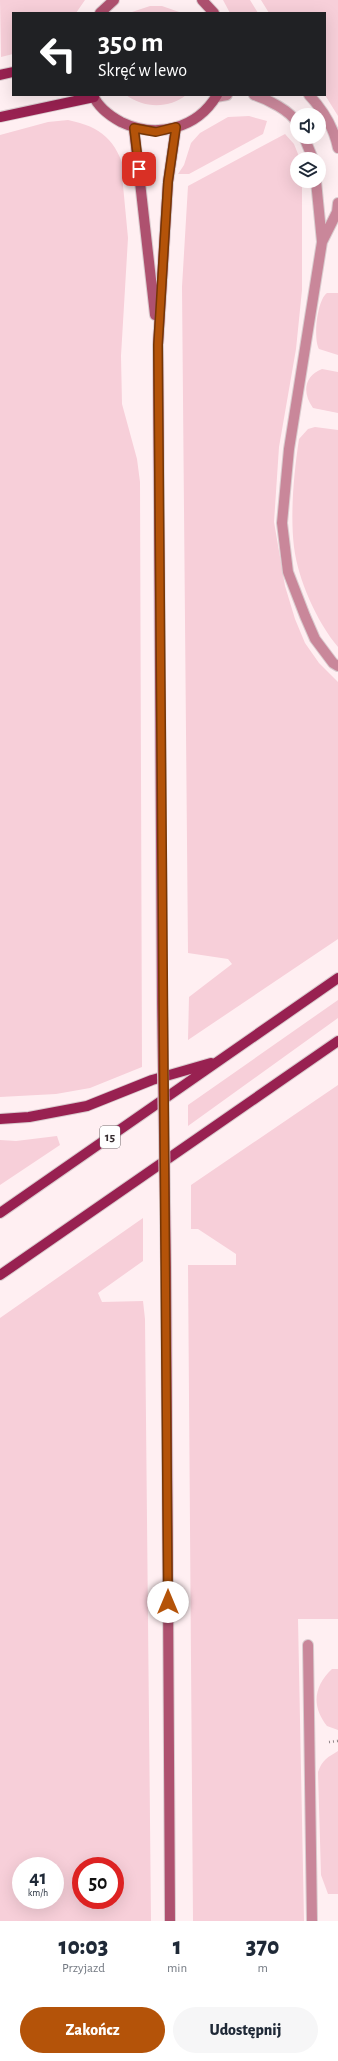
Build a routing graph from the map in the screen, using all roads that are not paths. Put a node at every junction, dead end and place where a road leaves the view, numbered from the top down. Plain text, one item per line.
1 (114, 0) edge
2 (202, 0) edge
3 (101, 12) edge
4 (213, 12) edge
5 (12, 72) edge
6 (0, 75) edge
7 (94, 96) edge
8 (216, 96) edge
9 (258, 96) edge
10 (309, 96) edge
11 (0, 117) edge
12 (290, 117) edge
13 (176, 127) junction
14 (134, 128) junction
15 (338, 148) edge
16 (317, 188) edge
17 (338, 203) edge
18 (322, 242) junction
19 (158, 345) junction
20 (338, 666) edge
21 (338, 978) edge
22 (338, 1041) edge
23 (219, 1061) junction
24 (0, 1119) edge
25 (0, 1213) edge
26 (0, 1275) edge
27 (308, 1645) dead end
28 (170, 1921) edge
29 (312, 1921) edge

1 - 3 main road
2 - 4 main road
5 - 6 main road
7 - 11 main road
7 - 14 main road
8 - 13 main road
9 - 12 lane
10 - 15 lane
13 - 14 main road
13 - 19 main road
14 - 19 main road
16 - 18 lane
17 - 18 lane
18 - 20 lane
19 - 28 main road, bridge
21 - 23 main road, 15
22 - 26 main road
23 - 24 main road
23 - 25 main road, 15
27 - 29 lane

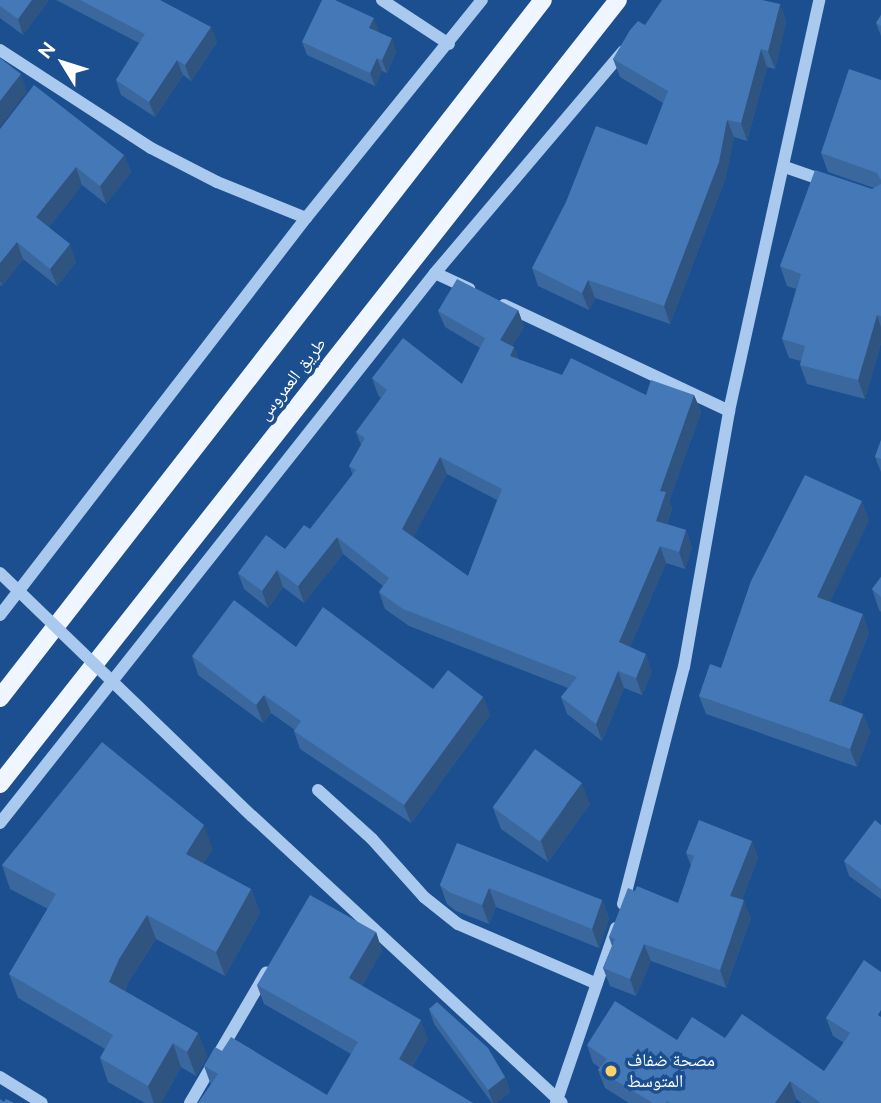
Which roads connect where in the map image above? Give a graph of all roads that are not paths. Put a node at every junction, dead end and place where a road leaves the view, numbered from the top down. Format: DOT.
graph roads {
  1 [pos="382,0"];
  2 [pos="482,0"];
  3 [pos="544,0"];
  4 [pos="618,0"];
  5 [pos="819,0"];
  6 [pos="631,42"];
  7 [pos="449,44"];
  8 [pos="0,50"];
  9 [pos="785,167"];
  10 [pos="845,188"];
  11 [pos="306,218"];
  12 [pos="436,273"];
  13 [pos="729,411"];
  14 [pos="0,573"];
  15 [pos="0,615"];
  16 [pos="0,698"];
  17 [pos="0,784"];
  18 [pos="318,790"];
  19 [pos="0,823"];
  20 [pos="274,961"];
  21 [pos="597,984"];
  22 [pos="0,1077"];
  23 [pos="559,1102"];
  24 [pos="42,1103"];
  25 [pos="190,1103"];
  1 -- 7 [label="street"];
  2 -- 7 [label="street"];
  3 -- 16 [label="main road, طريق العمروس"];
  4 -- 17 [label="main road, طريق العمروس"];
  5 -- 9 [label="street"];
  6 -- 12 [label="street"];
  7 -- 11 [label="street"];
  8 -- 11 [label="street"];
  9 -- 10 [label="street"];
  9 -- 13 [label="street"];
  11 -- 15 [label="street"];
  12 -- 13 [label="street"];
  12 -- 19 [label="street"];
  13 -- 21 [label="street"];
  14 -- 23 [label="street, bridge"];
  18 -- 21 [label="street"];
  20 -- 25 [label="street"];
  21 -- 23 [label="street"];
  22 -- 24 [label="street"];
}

____________

■ What to produce ■
In the listing above, find the line containing "Which roads connect"; that line and every line after it, through the last, are to be retyped exactly.

■ Your solution ■
Which roads connect where in the map image above? Give a graph of all roads that are not paths. Put a node at every junction, dead end and place where a road leaves the view, numbered from the top down. Format: DOT.
graph roads {
  1 [pos="382,0"];
  2 [pos="482,0"];
  3 [pos="544,0"];
  4 [pos="618,0"];
  5 [pos="819,0"];
  6 [pos="631,42"];
  7 [pos="449,44"];
  8 [pos="0,50"];
  9 [pos="785,167"];
  10 [pos="845,188"];
  11 [pos="306,218"];
  12 [pos="436,273"];
  13 [pos="729,411"];
  14 [pos="0,573"];
  15 [pos="0,615"];
  16 [pos="0,698"];
  17 [pos="0,784"];
  18 [pos="318,790"];
  19 [pos="0,823"];
  20 [pos="274,961"];
  21 [pos="597,984"];
  22 [pos="0,1077"];
  23 [pos="559,1102"];
  24 [pos="42,1103"];
  25 [pos="190,1103"];
  1 -- 7 [label="street"];
  2 -- 7 [label="street"];
  3 -- 16 [label="main road, طريق العمروس"];
  4 -- 17 [label="main road, طريق العمروس"];
  5 -- 9 [label="street"];
  6 -- 12 [label="street"];
  7 -- 11 [label="street"];
  8 -- 11 [label="street"];
  9 -- 10 [label="street"];
  9 -- 13 [label="street"];
  11 -- 15 [label="street"];
  12 -- 13 [label="street"];
  12 -- 19 [label="street"];
  13 -- 21 [label="street"];
  14 -- 23 [label="street, bridge"];
  18 -- 21 [label="street"];
  20 -- 25 [label="street"];
  21 -- 23 [label="street"];
  22 -- 24 [label="street"];
}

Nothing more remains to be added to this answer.